04
Choreography vs orchestration
How does a multi-step business process unfold? Two styles:
Choreography — each service listens to events and decides what to do. No central conductor. Order placed → Payment Service fires Charge → emits PaymentSucceeded → Inventory Service decrements → emits InventoryReserved → Shipping Service creates label.
Pros: services don't depend on each other knowing them. Easy to add a new step (just subscribe). Resilient — no single conductor to fail.
Cons: business flow is implicit, scattered across services. "Where's the order in this flow?" is hard to answer. Debugging requires distributed tracing.
Orchestration — a workflow service explicitly drives the steps. "Order Saga" calls Payment, then Inventory, then Shipping. Knows the sequence. Handles compensations.
Pros: business logic visible in one place. Easy to debug ("show me Order 42's saga state"). Compensation logic clear.
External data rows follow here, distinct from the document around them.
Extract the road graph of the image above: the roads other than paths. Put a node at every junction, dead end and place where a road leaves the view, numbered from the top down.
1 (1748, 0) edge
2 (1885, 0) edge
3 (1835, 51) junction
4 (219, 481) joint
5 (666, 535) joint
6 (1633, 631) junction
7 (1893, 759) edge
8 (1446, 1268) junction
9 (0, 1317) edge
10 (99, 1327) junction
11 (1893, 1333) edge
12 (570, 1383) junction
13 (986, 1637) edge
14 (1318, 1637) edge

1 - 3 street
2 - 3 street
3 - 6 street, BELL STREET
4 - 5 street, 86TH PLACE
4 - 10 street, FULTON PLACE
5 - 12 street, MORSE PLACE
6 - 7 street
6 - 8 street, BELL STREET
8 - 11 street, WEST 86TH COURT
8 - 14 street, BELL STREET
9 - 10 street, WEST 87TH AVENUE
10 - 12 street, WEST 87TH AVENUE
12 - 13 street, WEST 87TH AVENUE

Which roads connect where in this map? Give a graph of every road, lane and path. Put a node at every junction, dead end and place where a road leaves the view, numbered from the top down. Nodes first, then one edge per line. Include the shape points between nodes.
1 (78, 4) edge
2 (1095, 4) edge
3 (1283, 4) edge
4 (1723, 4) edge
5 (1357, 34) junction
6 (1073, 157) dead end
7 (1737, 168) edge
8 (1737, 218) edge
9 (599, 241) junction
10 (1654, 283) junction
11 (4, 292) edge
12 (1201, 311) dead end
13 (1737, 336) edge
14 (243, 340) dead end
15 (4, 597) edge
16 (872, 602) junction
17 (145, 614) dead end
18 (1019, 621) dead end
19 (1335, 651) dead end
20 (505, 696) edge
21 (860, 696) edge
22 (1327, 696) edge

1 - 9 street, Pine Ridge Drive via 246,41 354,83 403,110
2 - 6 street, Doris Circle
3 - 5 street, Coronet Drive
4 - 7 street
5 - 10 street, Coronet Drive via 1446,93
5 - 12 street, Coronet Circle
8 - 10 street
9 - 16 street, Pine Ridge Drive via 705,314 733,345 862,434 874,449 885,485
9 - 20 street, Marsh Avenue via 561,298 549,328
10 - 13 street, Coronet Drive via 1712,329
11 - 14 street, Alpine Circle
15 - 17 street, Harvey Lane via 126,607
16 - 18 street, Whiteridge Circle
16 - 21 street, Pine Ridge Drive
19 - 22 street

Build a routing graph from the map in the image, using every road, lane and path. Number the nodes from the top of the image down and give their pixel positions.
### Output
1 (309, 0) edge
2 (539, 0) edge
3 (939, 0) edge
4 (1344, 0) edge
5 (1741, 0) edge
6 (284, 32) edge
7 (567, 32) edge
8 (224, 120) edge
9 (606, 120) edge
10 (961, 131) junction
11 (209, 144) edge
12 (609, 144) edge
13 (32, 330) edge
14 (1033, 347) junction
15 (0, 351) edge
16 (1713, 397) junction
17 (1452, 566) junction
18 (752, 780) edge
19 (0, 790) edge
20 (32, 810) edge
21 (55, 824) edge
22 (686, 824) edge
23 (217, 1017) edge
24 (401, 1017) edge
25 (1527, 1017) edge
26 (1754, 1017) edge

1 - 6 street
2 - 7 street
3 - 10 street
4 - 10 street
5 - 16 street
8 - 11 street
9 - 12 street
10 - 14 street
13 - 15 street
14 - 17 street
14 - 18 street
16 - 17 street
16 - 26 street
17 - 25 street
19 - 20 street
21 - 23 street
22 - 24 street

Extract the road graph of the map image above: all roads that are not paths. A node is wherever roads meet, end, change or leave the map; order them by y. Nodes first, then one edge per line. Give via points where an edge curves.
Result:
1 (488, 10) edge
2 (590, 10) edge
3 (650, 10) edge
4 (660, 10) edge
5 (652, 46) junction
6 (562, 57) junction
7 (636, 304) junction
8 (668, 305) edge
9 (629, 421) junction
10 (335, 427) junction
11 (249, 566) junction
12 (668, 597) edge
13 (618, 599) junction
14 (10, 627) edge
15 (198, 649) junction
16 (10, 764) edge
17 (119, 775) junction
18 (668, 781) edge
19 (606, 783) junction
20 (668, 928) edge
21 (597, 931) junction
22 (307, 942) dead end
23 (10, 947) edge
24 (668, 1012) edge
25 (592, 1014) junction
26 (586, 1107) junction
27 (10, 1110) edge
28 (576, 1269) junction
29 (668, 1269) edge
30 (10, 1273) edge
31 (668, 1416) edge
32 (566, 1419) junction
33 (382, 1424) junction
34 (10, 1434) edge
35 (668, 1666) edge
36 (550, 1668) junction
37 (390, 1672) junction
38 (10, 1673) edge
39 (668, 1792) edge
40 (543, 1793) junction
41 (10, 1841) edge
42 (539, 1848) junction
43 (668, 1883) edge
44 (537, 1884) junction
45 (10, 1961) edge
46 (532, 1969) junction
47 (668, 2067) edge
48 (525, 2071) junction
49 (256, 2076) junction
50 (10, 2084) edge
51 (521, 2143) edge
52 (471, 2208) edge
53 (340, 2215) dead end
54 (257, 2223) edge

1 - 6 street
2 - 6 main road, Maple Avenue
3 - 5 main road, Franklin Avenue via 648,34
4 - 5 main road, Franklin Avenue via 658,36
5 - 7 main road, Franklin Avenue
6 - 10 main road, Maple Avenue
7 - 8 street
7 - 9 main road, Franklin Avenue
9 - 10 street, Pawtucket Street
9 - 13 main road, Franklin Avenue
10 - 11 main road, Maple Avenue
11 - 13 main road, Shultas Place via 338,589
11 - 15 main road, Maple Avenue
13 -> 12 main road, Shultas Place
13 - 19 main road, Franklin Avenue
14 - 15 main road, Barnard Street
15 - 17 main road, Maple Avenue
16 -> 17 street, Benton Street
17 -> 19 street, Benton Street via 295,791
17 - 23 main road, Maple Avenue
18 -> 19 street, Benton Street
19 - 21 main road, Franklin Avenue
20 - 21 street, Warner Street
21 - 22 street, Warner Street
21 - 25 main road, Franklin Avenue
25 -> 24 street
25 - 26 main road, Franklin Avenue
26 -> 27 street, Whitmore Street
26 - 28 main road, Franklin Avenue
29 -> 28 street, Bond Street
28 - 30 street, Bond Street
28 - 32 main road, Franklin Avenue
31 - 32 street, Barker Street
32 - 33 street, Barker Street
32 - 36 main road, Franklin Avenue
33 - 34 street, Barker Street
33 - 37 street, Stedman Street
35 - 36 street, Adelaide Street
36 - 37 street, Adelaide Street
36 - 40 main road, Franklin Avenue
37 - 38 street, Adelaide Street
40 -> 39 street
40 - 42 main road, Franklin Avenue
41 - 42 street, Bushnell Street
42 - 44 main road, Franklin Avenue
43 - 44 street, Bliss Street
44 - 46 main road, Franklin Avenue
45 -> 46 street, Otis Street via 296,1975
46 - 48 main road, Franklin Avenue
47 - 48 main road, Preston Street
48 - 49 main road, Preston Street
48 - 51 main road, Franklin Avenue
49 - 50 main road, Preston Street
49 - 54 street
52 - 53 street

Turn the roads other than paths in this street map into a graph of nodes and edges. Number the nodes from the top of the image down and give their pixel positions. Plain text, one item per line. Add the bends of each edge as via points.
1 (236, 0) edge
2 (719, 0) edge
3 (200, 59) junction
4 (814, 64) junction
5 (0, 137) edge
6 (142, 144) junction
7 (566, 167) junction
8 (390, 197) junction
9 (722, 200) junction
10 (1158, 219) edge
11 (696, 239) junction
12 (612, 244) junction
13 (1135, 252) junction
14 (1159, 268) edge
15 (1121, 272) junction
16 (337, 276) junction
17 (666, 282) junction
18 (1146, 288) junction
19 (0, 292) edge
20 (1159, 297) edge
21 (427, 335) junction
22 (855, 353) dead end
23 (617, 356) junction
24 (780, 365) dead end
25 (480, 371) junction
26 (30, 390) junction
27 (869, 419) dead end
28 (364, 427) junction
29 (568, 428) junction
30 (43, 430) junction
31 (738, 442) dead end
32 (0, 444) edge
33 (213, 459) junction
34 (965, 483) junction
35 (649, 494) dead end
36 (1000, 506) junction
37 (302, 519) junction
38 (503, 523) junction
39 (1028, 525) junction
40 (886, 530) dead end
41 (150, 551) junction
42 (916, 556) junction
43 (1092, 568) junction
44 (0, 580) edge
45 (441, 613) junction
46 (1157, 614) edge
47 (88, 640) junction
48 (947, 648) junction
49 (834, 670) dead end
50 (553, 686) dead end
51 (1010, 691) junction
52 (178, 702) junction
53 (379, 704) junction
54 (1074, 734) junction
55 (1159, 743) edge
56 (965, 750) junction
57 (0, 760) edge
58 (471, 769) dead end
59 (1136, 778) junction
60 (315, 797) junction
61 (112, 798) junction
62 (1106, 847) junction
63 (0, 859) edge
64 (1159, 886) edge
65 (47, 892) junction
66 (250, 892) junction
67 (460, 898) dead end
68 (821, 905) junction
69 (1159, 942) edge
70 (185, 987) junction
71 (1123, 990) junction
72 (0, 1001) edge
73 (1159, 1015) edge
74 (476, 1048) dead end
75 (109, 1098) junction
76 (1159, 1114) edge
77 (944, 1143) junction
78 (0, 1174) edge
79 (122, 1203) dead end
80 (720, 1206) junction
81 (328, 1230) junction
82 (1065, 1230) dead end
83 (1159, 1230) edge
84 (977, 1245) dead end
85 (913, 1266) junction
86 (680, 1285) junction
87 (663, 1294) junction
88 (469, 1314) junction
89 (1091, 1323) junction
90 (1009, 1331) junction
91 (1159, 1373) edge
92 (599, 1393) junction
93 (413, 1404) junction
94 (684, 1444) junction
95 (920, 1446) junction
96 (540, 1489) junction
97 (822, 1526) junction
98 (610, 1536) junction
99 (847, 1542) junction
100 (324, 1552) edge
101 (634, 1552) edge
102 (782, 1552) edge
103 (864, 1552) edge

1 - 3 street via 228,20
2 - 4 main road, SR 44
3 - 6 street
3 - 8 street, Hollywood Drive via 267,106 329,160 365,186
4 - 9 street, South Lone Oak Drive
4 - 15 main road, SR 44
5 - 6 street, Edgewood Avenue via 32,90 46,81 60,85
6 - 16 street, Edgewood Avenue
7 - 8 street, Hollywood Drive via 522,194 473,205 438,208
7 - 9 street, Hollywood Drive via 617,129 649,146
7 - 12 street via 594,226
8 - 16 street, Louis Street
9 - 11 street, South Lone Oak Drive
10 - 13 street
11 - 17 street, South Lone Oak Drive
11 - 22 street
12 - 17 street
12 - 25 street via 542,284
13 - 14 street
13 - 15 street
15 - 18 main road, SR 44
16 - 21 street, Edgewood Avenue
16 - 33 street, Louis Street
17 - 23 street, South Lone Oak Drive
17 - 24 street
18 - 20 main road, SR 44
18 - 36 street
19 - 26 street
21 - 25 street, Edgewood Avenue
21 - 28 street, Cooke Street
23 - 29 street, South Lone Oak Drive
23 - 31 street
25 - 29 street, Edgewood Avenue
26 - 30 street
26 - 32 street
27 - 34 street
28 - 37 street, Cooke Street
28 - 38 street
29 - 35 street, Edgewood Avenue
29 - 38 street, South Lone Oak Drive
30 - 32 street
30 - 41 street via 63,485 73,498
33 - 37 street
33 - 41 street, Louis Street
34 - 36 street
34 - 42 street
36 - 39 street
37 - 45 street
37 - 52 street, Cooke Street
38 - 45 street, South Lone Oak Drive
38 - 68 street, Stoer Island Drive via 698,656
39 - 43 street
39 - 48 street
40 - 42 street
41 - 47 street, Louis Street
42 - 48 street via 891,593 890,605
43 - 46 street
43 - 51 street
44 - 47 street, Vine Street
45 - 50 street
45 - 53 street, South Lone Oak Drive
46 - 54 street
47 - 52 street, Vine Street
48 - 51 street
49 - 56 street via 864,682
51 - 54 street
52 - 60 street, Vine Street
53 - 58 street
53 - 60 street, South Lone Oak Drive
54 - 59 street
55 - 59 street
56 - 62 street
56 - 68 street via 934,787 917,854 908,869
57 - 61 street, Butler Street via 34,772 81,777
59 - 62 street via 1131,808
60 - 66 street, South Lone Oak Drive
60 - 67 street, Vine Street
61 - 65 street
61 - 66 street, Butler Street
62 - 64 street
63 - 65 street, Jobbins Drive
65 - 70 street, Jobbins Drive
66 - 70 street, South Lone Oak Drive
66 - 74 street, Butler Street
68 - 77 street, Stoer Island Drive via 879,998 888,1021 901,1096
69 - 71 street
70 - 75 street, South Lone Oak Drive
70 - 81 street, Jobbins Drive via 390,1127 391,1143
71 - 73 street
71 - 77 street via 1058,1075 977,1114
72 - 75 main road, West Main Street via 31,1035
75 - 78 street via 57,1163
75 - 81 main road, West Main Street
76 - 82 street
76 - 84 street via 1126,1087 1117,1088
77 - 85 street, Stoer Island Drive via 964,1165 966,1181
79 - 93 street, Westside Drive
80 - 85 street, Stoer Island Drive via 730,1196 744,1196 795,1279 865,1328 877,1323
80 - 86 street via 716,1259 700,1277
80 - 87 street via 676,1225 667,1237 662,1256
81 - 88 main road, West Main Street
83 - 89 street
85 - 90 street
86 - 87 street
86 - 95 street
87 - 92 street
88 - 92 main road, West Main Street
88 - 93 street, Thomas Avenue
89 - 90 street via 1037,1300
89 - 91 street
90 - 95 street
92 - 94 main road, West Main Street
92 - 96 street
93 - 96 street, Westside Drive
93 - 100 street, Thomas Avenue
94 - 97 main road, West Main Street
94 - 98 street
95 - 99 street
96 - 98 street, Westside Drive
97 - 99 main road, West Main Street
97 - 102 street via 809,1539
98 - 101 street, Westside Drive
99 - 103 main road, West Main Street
Cons: orchestrator becomes a complex service. Single point of coordination.
Rule of thumb
Choreography for ≤ 3 steps. Orchestration for > 5 steps or any with complex compensations. Tools like Temporal, AWS Step Functions, Camunda make orchestration tractable.
Transactional outbox pattern
-- Dual-write problem: write to DB + emit Kafka event atomically.
-- Solution: outbox table in same transaction as business write.
CREATE TABLE outbox (
id BIGSERIAL PRIMARY KEY,
aggregate_id BIGINT NOT NULL,
event_type TEXT NOT NULL,
payload JSONB NOT NULL,
created_at TIMESTAMPTZ DEFAULT now(),
published BOOLEAN DEFAULT false
);
-- Application writes both in one transaction:
BEGIN;
INSERT INTO orders (...) VALUES (...);
INSERT INTO outbox (aggregate_id, event_type, payload)
VALUES ($orderId, 'OrderCreated', $payloadJson);
COMMIT;
-- Separate CDC process (Debezium) or polling worker reads new rows
-- from outbox, publishes to Kafka, marks published=true.